- **Dataset entries**
···
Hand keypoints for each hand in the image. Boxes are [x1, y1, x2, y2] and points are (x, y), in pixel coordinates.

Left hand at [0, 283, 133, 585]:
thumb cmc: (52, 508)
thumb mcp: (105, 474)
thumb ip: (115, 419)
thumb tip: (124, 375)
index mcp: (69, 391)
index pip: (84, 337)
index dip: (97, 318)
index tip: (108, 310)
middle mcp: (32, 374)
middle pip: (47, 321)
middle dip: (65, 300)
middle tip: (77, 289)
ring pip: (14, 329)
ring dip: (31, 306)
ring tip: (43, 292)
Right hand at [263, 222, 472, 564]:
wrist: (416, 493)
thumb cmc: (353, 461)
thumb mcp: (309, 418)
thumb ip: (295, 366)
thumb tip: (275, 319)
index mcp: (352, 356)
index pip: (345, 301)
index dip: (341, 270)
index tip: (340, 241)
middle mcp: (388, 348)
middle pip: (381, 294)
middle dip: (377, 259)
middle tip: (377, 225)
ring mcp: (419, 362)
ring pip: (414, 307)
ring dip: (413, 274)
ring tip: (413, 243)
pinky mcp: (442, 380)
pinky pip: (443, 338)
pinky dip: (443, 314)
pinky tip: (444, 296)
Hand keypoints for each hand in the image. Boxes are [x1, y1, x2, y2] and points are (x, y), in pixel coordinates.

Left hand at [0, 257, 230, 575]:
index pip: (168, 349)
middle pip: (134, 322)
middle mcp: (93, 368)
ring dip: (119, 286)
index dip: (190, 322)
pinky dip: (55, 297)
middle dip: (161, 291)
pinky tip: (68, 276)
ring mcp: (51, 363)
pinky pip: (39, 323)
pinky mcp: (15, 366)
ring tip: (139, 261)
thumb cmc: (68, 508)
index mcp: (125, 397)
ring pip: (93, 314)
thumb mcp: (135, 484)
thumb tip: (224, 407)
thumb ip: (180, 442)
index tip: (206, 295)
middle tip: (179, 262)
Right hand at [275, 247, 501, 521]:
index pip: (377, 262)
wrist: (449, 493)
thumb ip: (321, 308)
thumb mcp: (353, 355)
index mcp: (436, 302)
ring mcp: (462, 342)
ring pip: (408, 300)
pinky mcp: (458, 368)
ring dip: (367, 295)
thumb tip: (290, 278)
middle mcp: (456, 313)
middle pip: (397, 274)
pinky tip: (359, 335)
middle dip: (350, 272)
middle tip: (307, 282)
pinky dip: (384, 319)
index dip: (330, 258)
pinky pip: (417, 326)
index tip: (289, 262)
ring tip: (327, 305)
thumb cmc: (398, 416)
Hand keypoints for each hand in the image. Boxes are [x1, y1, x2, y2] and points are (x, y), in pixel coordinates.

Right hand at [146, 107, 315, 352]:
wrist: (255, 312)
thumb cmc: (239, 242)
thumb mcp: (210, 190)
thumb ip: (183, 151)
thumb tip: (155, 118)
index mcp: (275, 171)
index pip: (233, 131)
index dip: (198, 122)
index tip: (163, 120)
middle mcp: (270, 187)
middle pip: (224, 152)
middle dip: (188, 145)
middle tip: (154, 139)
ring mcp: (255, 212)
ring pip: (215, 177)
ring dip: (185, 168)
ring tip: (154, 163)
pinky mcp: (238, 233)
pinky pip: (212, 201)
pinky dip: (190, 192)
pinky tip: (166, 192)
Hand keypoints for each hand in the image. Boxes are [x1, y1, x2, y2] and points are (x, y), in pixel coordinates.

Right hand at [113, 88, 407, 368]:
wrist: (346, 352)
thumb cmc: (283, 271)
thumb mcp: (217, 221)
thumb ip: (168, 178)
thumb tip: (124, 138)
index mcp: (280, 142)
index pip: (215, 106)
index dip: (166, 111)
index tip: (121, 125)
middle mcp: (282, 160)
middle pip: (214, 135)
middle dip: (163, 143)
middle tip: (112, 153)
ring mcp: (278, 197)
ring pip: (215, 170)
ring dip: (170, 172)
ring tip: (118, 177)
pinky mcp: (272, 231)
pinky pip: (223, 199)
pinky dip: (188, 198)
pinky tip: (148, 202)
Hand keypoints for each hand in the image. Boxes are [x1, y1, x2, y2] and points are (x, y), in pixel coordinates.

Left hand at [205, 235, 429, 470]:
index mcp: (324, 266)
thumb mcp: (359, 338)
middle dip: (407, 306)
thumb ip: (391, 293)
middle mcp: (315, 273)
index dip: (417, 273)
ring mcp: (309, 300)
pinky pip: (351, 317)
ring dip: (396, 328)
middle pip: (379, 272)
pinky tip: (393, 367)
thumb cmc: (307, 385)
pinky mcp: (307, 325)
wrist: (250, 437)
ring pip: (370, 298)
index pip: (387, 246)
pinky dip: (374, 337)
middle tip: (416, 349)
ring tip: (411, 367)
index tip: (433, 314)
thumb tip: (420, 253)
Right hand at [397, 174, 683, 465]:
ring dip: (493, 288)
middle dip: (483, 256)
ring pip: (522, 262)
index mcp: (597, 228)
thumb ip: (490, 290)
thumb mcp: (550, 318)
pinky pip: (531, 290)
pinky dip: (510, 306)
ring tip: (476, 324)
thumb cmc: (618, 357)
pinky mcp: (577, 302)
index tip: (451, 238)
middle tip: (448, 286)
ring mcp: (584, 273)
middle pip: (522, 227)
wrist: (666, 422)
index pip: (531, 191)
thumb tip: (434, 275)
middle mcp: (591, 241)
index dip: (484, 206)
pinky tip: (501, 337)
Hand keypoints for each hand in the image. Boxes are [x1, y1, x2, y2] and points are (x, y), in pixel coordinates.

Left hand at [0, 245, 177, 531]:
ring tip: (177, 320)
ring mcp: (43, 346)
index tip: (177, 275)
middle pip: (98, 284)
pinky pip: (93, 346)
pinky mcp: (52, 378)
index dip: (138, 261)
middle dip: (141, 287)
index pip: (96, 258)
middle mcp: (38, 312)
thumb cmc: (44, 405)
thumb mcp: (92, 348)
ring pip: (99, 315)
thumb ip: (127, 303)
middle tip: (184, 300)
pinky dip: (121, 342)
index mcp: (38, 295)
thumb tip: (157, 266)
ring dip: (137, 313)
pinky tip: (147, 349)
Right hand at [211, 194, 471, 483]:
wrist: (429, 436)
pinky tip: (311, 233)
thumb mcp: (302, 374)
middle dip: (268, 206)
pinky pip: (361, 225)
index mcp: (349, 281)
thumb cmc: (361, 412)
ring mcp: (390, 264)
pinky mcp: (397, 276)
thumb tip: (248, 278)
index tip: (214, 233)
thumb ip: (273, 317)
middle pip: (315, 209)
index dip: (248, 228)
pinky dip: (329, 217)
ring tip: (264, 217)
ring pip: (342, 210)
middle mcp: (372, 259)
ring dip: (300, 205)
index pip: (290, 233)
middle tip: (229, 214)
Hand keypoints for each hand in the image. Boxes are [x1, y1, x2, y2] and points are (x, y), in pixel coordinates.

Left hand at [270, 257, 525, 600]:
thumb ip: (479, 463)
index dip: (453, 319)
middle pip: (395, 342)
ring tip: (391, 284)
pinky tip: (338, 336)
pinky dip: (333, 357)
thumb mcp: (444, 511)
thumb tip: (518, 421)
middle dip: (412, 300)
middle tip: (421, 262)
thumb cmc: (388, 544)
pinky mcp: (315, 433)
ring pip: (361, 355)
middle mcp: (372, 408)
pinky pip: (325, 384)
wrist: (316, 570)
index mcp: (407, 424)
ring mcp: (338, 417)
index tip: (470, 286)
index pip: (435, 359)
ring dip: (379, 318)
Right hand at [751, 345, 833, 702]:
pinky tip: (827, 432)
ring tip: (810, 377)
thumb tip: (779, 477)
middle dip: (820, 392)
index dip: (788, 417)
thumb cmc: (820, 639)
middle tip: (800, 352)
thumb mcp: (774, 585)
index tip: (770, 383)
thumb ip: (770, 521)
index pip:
···
- **Assigned task**
Lines in the records above that contain the word "Left" need to be counted; the reply is that number and nothing else.

- **Result for this task**
5